Je crois qu’il pensait que cela nous arrêterait.
Bon, je débarque avec l’équipe au complet, je ne leur ai rien caché, ils
savent qu’il faut le convaincre.
Quand nous arrivons à la bibliothèque de l’Assemblée, Césaire est déjà
là, installé sous une lampe verte, un ouvrage à la main et le regard qu’il
nous jette est celui du professeur qui va coller ses élèves ; il voit bien que le
rendez-vous n’est pas du tout informel, il voit bien la caméra, la perche, le
micro, la valise d’éclairage ; il voit tout ça et je suis dans mes petits
souliers. J’allonge mes jambes et m’apprête à faire un truc que la
déontologie n’a absolument pas répertorié ni prévu, ni même imaginé.
Je m’assois, affronte son regard sévère et je parle en pilotage
automatique :
— Voilà, on peut repartir comme on est venu, monsieur. – Je ne manque
pas d’air, huit mille kilomètres en avion, aux frais du contribuable. – Moi, je
vous connais parce que j’ai lu tout ce que vous avez écrit, j’ai visité le fond
de l’âme et souvent je n’ai rien compris. En revanche, vous ne me
connaissez pas, alors je vais faire quelque chose que je n’ai jamais fait. – Je
lui tends un cahier. – Dans ce cahier, il y a ce que j’écris depuis toute petite,
c’est mon univers. Faites-moi l’honneur d’en lire quelques lignes, si ce que
vous lisez fait de moi quelqu’un d’affreux, je plie bagage, nous plions
bagage…
Ma carte de presse fait des bonds de contrariété au fond de mon sac,
cette interview je la veux, mes camarades sont affolés, mais j’ai vu la lueur
dans l’œil de Césaire. Je m’attends à ce qu’il prenne le cahier et me dise de
revenir le lendemain. Non, il prend le cahier et se met à lire.

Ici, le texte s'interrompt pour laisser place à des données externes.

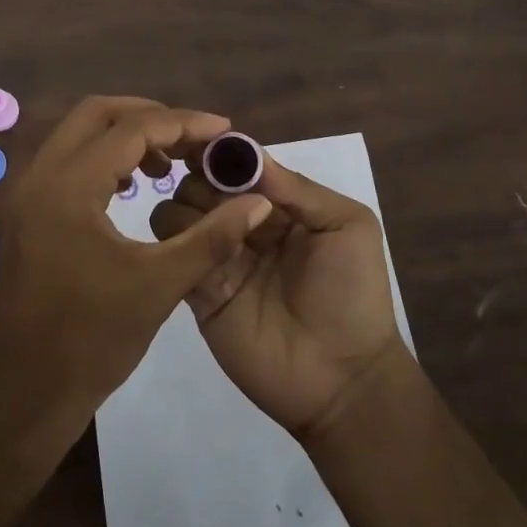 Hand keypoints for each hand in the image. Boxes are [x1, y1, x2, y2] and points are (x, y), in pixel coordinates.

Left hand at [0, 97, 273, 438]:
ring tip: (169, 163)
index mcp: (69, 187)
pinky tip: (131, 187)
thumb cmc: (93, 341)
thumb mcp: (161, 285)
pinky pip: (67, 161)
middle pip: (97, 113)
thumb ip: (213, 236)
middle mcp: (40, 176)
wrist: (26, 394)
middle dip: (149, 116)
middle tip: (193, 139)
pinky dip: (103, 158)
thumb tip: (258, 200)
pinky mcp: (27, 213)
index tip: (223, 129)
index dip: (183, 123)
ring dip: (124, 135)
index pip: (132, 129)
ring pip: (78, 134)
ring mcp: (27, 193)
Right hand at [151, 153, 407, 439]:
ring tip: (212, 230)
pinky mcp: (199, 292)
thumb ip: (297, 188)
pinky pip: (173, 256)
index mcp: (279, 205)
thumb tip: (245, 152)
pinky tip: (195, 249)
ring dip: (186, 210)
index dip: (220, 154)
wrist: (342, 379)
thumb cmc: (352, 293)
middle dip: (200, 180)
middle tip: (215, 199)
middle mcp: (244, 224)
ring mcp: (219, 258)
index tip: (202, 147)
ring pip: (177, 213)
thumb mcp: (347, 226)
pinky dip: (175, 243)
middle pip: (201, 184)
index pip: (238, 166) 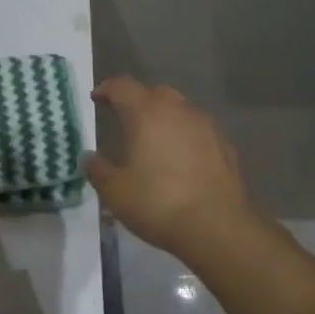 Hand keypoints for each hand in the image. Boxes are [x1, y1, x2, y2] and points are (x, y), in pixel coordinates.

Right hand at [85, 77, 251, 256]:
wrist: (217, 227)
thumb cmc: (158, 203)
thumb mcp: (114, 191)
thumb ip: (97, 169)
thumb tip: (89, 157)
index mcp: (147, 114)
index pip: (123, 86)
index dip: (107, 89)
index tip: (96, 98)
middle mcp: (179, 110)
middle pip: (155, 93)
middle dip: (137, 100)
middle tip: (124, 118)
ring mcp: (207, 126)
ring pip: (180, 109)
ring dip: (164, 117)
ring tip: (153, 139)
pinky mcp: (225, 145)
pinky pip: (198, 130)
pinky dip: (185, 135)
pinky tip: (181, 158) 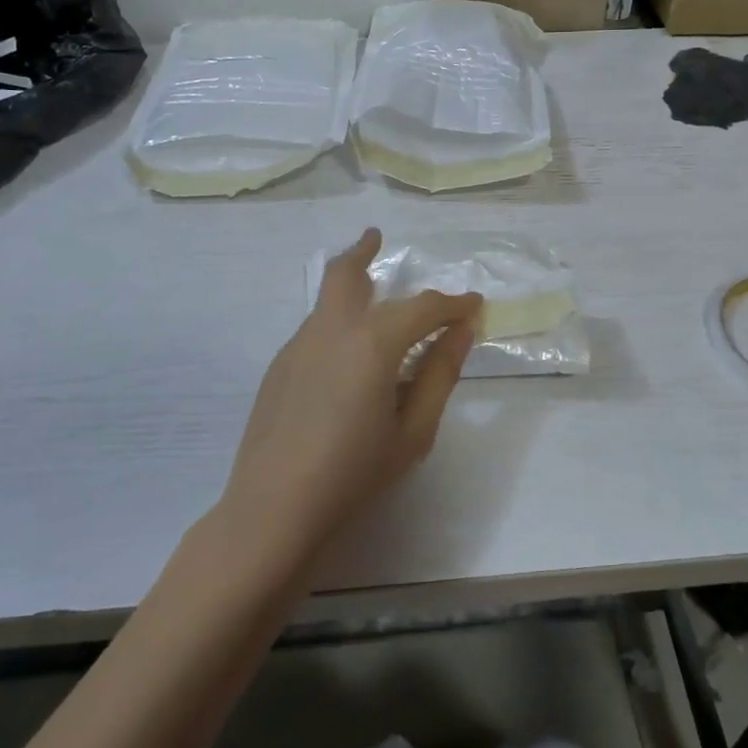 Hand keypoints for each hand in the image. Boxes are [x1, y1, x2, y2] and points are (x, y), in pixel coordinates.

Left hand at [221, 228, 482, 560]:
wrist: (273, 509)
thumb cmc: (354, 473)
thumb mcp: (412, 431)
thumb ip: (439, 375)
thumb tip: (462, 334)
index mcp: (372, 342)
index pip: (423, 308)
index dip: (453, 304)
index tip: (474, 305)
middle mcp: (331, 330)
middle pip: (346, 273)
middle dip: (364, 251)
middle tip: (376, 238)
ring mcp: (297, 346)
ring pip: (327, 299)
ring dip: (350, 286)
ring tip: (370, 292)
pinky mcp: (278, 367)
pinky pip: (315, 329)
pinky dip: (337, 322)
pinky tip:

Le supplice est total. Jamais je ne me suis sentie aussi misérable et
pendant qu’il se penche sur mes pattes de mouche, je transpire : mais
comment ai-je osé livrer mes maladroites élucubrations à cet homme-là, à
cette plume-là, à cette légende poétique, je suis donc prête à la pire
humiliation pour cette interview ?
Je transpire jusqu’à la dernière page, l’heure la plus inconfortable de ma
vie. Il referme le cahier et me dit :
— On commence quand ?
Dit comme cela, c’est si évident, mais dans le contexte de l’époque, rien
dans les outils éducatifs, familiaux, scolaires ou sociétaux dont nous
disposions ne nous armait pour une pareille réflexion.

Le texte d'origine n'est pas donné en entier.